Currently, in order to achieve miniaturization of microwave devices, a permanent magnet bias is adopted to replace a soft magnetic excitation coil to provide a bias magnetic field for YIG ferrite single crystal materials. However, a general permanent magnetic material, such as NdFeB, has a large temperature coefficient, that is, the bias magnetic field provided by the material decreases with increasing temperature, so that the operating frequency of the microwave device has obvious temperature drift, and the device performance is obviously reduced. One of the methods for remedying the defect is to offset the temperature drift caused by the bias magnetic field by using the temperature drift caused by the magnetocrystalline anisotropy field of the ferrite single crystal material. The specific principle is as follows, along the [ 10 ] direction of the ferrite single crystal pellet, the ferromagnetic resonance frequency is as follows:
wherein, gamma is gyromagnetic ratio, H 0 Biasing provided for permanent magnet materialMagnetic field, H a Is the magnetocrystalline anisotropy field of ferrite single crystal material. The frequency drift coefficient with temperature is:
therefore, in order to reduce the frequency drift of the device, the temperature coefficient of the magnetocrystalline anisotropy field of the ferrite single crystal material needs to be increasedTo counteract the change of the bias magnetic field of the permanent magnet>Make the difference->Close to 0. Therefore, in order to meet the demand of high-performance miniaturized permanent magnet bias type ferrite microwave devices, ferrite single crystal materials with high magnetocrystalline anisotropy fields are required to be prepared. However, the anisotropic fields of the conventional pure YIG and Ga-doped YIG single crystal materials are smaller and generally smaller than 50Oe, so that the related requirements, especially the application requirements of a miniaturized permanent magnet bias type ferrite microwave device, cannot be met.
Disclosure of Invention
Aiming at the problem that the conventional YIG and Ga-doped YIG single crystal material cannot meet the requirements of miniaturized permanent magnet bias type ferrite microwave devices, the invention provides garnet type Al with high magnetocrystalline anisotropy: method for growing YIG ferrite single crystal material by improving raw material formula and using proper amount of Al 3+ Ion doping improves the magnetocrystalline anisotropy field.
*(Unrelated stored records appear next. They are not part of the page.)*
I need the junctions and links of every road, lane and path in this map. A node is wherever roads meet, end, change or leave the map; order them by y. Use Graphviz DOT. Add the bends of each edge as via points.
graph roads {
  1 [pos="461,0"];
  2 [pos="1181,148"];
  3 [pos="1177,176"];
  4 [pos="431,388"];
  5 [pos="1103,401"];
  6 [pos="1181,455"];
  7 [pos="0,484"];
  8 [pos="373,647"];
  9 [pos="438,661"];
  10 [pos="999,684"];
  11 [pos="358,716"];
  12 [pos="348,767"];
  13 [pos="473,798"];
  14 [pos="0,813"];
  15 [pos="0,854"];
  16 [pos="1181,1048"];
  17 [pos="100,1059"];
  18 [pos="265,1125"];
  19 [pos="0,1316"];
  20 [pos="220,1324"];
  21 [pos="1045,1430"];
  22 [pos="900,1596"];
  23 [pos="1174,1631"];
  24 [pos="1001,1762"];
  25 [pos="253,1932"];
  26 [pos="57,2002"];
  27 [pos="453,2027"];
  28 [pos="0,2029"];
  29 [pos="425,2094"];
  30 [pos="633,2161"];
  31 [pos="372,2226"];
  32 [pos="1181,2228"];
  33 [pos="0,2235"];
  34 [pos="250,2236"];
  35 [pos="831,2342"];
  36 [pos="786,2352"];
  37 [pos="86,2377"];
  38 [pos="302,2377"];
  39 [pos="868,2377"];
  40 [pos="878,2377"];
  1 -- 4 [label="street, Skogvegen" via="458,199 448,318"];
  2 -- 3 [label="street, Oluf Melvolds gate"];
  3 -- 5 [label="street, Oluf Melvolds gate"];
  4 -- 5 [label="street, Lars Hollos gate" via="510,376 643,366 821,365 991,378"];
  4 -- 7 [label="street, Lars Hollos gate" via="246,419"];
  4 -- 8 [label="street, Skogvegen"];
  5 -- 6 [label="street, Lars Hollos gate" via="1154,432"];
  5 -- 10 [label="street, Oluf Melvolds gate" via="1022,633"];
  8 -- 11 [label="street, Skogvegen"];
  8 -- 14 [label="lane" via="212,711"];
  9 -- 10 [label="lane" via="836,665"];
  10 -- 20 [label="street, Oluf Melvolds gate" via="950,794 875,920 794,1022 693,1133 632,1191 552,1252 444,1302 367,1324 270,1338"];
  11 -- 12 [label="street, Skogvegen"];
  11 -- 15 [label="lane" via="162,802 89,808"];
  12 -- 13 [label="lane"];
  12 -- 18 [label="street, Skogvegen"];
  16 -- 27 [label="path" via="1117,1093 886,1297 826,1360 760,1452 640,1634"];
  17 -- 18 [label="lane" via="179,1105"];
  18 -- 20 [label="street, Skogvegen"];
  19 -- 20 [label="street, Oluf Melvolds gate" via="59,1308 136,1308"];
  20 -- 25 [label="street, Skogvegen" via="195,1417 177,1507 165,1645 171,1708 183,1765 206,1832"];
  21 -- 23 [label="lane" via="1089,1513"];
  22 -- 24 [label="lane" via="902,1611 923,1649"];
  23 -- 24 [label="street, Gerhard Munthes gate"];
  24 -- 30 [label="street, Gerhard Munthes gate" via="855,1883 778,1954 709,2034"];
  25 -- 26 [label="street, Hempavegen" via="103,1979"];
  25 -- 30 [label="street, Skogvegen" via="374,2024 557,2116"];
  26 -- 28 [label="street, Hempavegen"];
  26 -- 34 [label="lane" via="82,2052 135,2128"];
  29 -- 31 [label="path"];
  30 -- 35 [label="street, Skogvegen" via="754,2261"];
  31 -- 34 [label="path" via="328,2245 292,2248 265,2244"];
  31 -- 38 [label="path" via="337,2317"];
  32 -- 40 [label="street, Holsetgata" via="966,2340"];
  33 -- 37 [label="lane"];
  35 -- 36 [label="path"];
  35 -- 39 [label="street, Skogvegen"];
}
In order to achieve the above purpose, the technical scheme adopted by the invention is as follows:
high anisotropic Al: the preparation method of the YIG single crystal material comprises the following steps:
(1) According to crystal formula Y 3 Fe 5-x Al x O 12 Calculate the high purity raw material (purity>99.99%)Y 2 O 3 、Al 2 O 3 、Fe 2 O 3 Solute and PbO, pbF 2 、B 2 O 3 The mass proportion of the fluxing agent is respectively and accurately weighed and evenly mixed with the raw materials;
(2) Filling the mixed powder obtained in the step (1) into a container, compacting the powder, and sealing the container;
(3) Placing the sealed container in the step (2) in a molten salt furnace vertically for slow cooling growth;
(4) And (3) after the growth is finished, taking out the crystal in the container in the step (3), and removing the fluxing agent to obtain the garnet type Al-doped YIG ferrite single crystal.
As a preferable embodiment, in the step (1), the solute molar quantity ratio is Y 2 O 3 :Al 2 O 3 :Fe 2 O 3 =1: 0.36 to 0.42 x:0.48 to 0.52 x (5-x), wherein x is the amount of Al in the formula, 0<x<1。
In a preferred embodiment, in the step (1), the fluxing agents PbO and PbF are 2 、B 2 O 3 The molar ratio of (2) is 7-8: 10 to 11:1, the mol ratio of the fluxing agent to the solute is 1.6-1.7: 1.
in the preferred embodiment, in the step (1), the mixing mode is ball milling.
As a preferable technical scheme, the ball milling time is 4-6 hours.
In the preferred technical scheme, in the step (2), the container is a platinum crucible.
In the step (3), as a preferable technical scheme, the slow cooling growth process is as follows: raising the temperature to 1300-1350 ℃ at a heating rate of 100-120 ℃/h, preserving heat for 10-12 h, quickly lowering the temperature to 1200 ℃ at a cooling rate of 5-10 ℃/h, and slowly lowering the temperature to the growth stop temperature of 1000 ℃ at a cooling rate of 0.5-1.0 ℃/h.
As a preferable technical solution, in the step (4), the method for removing the fluxing agent is as follows: boiling in nitric acid and glacial acetic acid mixed acid solution until the fluxing agent is completely removed.
The invention is prepared by proper amount of Al 3+ The YIG crystal is doped, the formula of the fluxing agent is improved, and the growth process is realized, so that the high-quality garnet type Al with uniform saturation magnetization and high magnetic crystal anisotropy is realized: the preparation of YIG ferrite single crystal material has important significance for the development of miniaturized permanent magnet bias type magnetic tuning microwave devices.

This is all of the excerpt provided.